Cosa ancor più clamorosa dell’operazione, l’affare prescinderebbe dalla trattativa per l’acquisto di Antonio Candreva, considerata la priorità del mercato nerazzurro. Naturalmente occorre tenere in considerazione una serie di elementi, ovvero la situazione non ancora allineata a livello societario dell’Inter, i limiti imposti dal FFP Uefa, la volontà del giocatore di vestire la maglia nerazzurra, l’annullamento del diritto di prelazione di cui in teoria dovrebbe godere la Juventus sul giocatore secondo gli accordi presi da Marotta e Squinzi. E in questi termini proprio il presidente del Sassuolo (notoriamente milanista doc) si è già espresso in merito su Fc Internews negando Berardi alla società nerazzurra: “Domenico non andrà all’Inter, non è nelle mie intenzioni cederlo al club nerazzurro“.

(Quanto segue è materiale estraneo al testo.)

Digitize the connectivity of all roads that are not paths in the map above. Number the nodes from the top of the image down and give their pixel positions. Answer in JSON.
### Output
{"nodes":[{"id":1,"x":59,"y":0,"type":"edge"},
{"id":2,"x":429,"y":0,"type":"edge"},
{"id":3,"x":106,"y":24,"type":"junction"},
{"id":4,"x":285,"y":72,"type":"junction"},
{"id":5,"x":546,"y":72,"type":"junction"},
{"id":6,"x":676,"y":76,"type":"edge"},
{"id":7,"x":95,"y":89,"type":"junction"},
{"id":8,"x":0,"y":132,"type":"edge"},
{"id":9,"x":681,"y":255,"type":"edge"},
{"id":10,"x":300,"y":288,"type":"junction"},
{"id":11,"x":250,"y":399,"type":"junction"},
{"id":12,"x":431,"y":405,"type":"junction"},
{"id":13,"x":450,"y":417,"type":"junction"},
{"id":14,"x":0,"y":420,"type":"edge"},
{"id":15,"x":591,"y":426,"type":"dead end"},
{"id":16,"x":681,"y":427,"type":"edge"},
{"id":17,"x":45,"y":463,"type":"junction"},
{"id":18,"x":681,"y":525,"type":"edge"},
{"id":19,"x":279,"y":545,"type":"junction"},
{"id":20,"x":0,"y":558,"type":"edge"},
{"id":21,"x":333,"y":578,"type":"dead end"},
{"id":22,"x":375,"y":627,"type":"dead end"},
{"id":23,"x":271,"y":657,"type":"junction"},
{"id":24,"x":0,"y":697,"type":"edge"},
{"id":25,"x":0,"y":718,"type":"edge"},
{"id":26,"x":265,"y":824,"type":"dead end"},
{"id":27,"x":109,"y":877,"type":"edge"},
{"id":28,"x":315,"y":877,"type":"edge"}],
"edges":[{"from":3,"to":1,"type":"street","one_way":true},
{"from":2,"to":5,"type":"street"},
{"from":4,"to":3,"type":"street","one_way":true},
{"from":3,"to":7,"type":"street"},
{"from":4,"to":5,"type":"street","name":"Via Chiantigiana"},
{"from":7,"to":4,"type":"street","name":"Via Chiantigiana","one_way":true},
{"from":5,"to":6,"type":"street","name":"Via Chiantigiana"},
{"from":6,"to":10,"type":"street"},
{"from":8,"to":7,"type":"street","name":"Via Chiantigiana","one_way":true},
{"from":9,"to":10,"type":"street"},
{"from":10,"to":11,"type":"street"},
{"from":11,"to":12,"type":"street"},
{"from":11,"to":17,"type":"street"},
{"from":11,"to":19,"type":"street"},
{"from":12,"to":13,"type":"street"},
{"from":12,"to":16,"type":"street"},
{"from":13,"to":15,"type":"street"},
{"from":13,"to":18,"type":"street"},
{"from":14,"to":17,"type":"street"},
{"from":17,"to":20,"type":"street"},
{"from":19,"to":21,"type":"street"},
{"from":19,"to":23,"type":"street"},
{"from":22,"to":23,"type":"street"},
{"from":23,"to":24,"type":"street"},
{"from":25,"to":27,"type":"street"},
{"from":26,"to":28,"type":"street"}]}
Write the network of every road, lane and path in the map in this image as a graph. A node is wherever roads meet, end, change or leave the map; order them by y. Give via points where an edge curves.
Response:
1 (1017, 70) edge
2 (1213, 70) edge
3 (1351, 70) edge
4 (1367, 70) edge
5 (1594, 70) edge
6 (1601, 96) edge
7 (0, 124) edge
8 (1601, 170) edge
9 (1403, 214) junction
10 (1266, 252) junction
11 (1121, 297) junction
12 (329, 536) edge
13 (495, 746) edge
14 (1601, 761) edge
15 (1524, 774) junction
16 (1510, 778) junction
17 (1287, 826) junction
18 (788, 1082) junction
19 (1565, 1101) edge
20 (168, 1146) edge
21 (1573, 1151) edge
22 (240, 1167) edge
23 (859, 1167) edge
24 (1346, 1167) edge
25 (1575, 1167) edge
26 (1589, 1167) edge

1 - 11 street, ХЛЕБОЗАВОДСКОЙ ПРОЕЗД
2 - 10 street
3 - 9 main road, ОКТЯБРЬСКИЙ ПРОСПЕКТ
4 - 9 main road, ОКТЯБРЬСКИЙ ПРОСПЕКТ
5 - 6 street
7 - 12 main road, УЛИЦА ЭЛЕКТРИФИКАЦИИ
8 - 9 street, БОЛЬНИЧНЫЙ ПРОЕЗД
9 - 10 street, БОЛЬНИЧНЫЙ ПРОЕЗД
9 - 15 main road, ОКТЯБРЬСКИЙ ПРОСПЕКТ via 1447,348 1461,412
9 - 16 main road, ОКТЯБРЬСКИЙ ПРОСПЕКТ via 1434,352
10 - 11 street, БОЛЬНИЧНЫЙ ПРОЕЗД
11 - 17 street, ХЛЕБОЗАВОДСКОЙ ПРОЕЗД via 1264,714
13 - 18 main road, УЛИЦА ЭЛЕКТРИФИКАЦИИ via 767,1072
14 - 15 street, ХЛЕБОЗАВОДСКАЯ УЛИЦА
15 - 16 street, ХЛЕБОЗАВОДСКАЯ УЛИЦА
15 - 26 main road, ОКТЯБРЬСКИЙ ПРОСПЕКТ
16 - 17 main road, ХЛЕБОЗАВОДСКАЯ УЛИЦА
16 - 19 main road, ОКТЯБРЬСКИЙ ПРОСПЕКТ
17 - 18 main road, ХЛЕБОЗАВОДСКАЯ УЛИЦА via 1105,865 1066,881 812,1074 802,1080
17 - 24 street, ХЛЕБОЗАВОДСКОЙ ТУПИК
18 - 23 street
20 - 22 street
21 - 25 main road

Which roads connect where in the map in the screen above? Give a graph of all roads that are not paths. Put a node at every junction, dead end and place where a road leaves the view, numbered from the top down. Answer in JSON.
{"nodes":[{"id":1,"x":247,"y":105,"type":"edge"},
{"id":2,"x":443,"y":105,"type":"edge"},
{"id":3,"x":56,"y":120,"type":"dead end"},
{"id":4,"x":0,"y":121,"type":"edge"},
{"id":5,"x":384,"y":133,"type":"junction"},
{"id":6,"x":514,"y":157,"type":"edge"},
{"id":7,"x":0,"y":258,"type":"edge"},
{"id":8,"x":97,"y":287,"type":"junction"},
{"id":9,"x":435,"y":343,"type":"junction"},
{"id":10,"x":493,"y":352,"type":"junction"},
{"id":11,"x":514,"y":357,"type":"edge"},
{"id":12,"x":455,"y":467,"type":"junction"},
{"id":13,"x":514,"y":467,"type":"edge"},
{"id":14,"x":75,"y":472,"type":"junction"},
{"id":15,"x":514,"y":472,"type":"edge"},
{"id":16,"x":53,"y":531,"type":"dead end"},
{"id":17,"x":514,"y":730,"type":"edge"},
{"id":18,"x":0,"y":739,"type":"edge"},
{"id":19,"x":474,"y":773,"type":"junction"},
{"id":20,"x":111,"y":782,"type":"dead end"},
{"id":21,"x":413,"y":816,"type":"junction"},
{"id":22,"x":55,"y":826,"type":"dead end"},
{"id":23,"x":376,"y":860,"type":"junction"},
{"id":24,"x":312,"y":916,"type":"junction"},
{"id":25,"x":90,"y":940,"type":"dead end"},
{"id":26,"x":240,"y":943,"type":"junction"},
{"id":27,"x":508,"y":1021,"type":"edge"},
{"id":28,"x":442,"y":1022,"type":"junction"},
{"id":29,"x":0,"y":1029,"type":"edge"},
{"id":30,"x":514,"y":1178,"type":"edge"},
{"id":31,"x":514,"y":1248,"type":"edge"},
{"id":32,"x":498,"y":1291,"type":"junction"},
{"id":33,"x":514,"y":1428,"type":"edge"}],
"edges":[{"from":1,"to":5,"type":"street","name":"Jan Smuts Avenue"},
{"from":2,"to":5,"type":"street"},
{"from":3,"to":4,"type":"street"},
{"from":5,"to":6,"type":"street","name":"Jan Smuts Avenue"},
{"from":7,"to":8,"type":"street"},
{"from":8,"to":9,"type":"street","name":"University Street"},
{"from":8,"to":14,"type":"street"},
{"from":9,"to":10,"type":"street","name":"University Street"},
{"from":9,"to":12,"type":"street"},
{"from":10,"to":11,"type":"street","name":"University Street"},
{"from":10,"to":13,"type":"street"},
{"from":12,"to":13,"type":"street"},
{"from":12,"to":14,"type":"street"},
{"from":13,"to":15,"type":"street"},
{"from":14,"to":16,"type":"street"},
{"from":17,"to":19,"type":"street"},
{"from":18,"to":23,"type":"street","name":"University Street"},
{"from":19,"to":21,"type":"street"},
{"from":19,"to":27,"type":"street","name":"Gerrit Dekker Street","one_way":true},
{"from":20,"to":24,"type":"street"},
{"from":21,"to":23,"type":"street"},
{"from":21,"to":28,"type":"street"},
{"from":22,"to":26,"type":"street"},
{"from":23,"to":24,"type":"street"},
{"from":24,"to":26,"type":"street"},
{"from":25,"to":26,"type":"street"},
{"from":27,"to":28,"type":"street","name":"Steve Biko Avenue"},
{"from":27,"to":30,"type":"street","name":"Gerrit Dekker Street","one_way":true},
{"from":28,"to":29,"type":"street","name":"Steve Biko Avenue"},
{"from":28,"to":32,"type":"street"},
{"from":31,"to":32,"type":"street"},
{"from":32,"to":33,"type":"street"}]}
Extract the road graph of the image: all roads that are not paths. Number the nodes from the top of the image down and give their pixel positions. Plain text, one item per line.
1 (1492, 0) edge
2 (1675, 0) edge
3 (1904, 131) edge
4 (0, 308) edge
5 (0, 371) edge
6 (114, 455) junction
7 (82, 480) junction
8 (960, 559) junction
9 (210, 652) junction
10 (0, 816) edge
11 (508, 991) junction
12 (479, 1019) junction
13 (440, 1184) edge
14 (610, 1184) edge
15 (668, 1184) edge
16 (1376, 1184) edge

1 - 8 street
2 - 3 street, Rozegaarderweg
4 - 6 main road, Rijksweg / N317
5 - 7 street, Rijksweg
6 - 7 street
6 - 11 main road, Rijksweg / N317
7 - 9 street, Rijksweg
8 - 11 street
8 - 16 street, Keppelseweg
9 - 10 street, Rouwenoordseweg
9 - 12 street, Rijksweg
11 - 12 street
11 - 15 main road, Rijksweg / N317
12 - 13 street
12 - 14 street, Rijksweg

A prescindere dunque dall’affare Candreva, per cui comunque l’Inter non vuole andare oltre i 20 milioni comprensivi di bonus, il vantaggio nei confronti della Juventus è la leva sul giocatore poiché Berardi nell’Inter giocherebbe titolare o sarebbe comunque tra le prime scelte di Mancini mentre invece Allegri gli riserverebbe con tutta probabilità un impiego analogo a quello dell’altro “sassuolese” Simone Zaza. Quindi peseranno molto a questo punto i desideri dello stesso Berardi.